We continue our Patristic Rosary Project today with the:
2nd Glorious Mystery: The Ascension
Everything about the life of the Lord is a blessing for us. After His resurrection the Lord blessed the Apostles with His presence, gloriously risen. When His earthly work with them was completed, He very explicitly blessed them. “Then he led them out as far as Bethany, and lifting up his hands he blessed them. While he blessed them, he parted from them, and was carried up into heaven.” (Luke 24:50-51). Even the Lord’s departure from us was a blessing and it occurred in the midst of Christ’s explicit blessing of His apostles. Venerable Bede (+735) speaks of the Lord’s blessing:
Our Redeemer appeared in the flesh to take away sins, remove what humans deserved because of the first curse, and grant believers an inheritance of everlasting blessing. He rightly concluded all that He did in the world with words of blessing. He showed that He was the very one of whom it was said, “For indeed He who gave the law will give a blessing.” (Ps 83:8 Vulgate) It is appropriate that He led those who He blessed out to Bethany, which is interpreted “house of obedience”. Contempt and pride deserved a curse, but obedience deserved a blessing. The Lord Himself was made obedient to His Father even unto death, so that He might restore the lost grace of blessing to the world. He gives the blessing of heavenly life only to those who strive in the holy Church to comply with the divine commands. [Homilies on the Gospels 11.15]
Remember that for Bede, like most of the Fathers, the details have spiritual meanings. Even the place to which the Lord led the Apostles meant something:
We must not pass over the fact that Bethany is on the slope of the Mount of Olives. Just as Bethany represents a Church obedient to the commands of the Lord, so the Mount of Olives quite fittingly represents the very Person of our Lord. Appearing in the flesh, he excels all the saints, who are simply human beings, by the loftiness of His dignity and the grace of His spiritual power.

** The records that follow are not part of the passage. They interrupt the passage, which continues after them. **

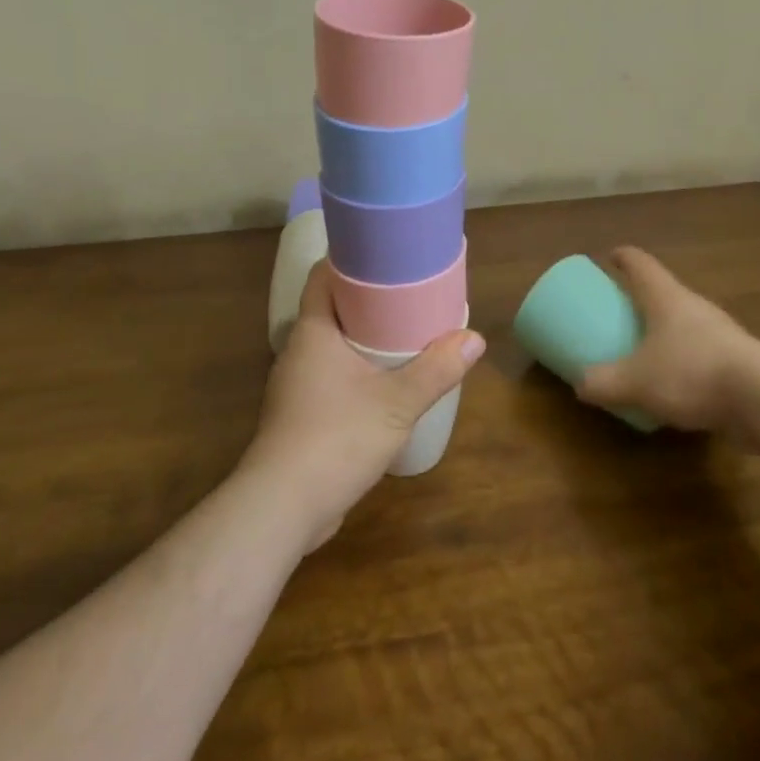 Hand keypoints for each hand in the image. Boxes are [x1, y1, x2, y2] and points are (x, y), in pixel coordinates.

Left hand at [241, 261, 482, 551]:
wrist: (284, 507)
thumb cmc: (336, 437)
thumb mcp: (397, 402)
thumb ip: (437, 369)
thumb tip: (475, 339)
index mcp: (314, 331)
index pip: (324, 276)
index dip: (350, 259)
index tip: (386, 253)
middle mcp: (299, 350)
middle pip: (333, 309)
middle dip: (368, 300)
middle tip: (409, 293)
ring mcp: (296, 385)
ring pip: (333, 346)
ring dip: (364, 339)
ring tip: (405, 334)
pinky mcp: (301, 416)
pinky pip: (332, 377)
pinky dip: (357, 371)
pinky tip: (384, 384)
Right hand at [577, 246, 756, 431]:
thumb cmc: (691, 372)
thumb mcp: (635, 382)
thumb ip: (603, 383)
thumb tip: (580, 385)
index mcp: (666, 298)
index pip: (640, 264)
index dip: (623, 257)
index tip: (610, 257)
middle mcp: (694, 306)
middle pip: (664, 292)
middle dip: (642, 300)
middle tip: (622, 312)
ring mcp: (722, 332)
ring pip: (686, 323)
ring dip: (666, 332)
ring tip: (647, 352)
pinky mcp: (740, 361)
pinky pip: (703, 353)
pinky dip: (686, 361)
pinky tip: (678, 386) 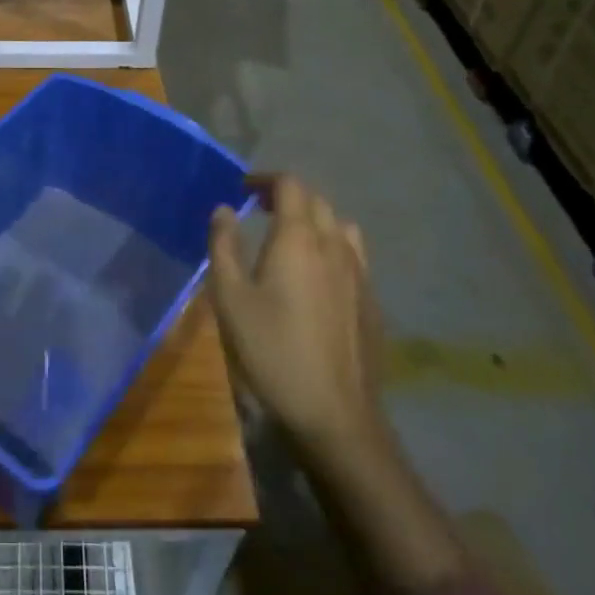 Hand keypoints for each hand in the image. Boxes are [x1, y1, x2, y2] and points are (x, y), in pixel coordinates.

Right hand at [207, 174, 386, 466]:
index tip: (243, 190)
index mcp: (299, 238)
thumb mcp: (229, 298)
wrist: (334, 414)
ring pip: (341, 227)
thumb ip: (223, 246)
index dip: (266, 180)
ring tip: (291, 238)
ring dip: (315, 221)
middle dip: (287, 197)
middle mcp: (335, 246)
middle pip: (317, 202)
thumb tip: (223, 209)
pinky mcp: (371, 302)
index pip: (291, 186)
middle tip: (259, 209)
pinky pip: (354, 256)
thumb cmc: (271, 350)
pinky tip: (317, 277)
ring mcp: (360, 274)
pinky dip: (332, 248)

St. Cyril of Alexandria (+444) speaks of the blessing the Lord confers:
Having blessed them and gone ahead a little, he was carried up into heaven so that He might share the Father’s throne even with the flesh that was united to Him. The Word made this new pathway for us when He appeared in human form. After this, and in due time, He will come again in the glory of His Father with the angels and will take us up to be with Him. Let is glorify Him.

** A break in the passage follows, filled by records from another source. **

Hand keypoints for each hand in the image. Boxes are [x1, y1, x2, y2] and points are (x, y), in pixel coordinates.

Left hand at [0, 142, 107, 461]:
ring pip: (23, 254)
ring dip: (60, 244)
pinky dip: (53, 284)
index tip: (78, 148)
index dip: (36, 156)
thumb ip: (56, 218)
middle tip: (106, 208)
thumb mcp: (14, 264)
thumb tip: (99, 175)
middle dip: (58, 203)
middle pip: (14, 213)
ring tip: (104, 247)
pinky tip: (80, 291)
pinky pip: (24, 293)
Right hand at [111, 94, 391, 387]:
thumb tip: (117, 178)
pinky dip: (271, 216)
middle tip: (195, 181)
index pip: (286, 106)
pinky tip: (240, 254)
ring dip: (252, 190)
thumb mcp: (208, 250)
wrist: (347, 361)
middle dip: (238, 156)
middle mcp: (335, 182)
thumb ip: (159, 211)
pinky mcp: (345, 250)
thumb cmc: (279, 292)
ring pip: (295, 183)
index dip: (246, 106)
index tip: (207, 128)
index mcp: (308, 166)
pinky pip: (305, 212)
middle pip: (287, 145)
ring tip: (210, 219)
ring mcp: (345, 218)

We may not at all times remember that even at this very instant our human nature is, in the divine Person of Our Lord, seated at the right hand of the Father. We are therefore in a state of “already but not yet”: humanity is enthroned in heaven sharing something of God’s glory, and yet we are still here, awaiting the final realization of all Christ accomplished. St. Leo the Great (+461) pries this open:
Dearly beloved, through all this time between the resurrection of the Lord and His ascension, the providence of God thought of this, taught this and penetrated their eyes and hearts. He wanted them to recognize the Lord Jesus Christ as truly risen, who was truly born, truly suffered and truly died. The manifest truth strengthened the blessed apostles and all the disciples who were frightened by His death on the Cross and were doubtful of His resurrection. The result was the were not only afflicted with sadness but also filled with “great joy” when the Lord went into the heights of heaven. It was certainly a great and indescribable source of joy when, in the sight of the heavenly multitudes, the nature of our human race ascended over the dignity of all heavenly creatures. It passed the angelic orders and was raised beyond the heights of archangels. In its ascension, our human race did not stop at any other height until this same nature was received at the seat of the eternal Father. Our human nature, united with the divinity of the Son, was on the throne of His glory. The ascension of Christ is not elevation. Hope for the body is also invited where the glory of the Head preceded us. Let us exalt, dearly beloved, with worthy joy and be glad with a holy thanksgiving. Today we not only are established as possessors of paradise, but we have even penetrated the heights of the heavens in Christ. The indescribable grace of Christ, which we lost through the ill will of the devil, prepared us more fully for that glory. Incorporated within Himself, the Son of God placed those whom the violent enemy threw down from the happiness of our first dwelling at the right hand of the Father. The Son of God lives and reigns with God the Father almighty and with the Holy Spirit forever and ever. Amen. [s. 73.3-4]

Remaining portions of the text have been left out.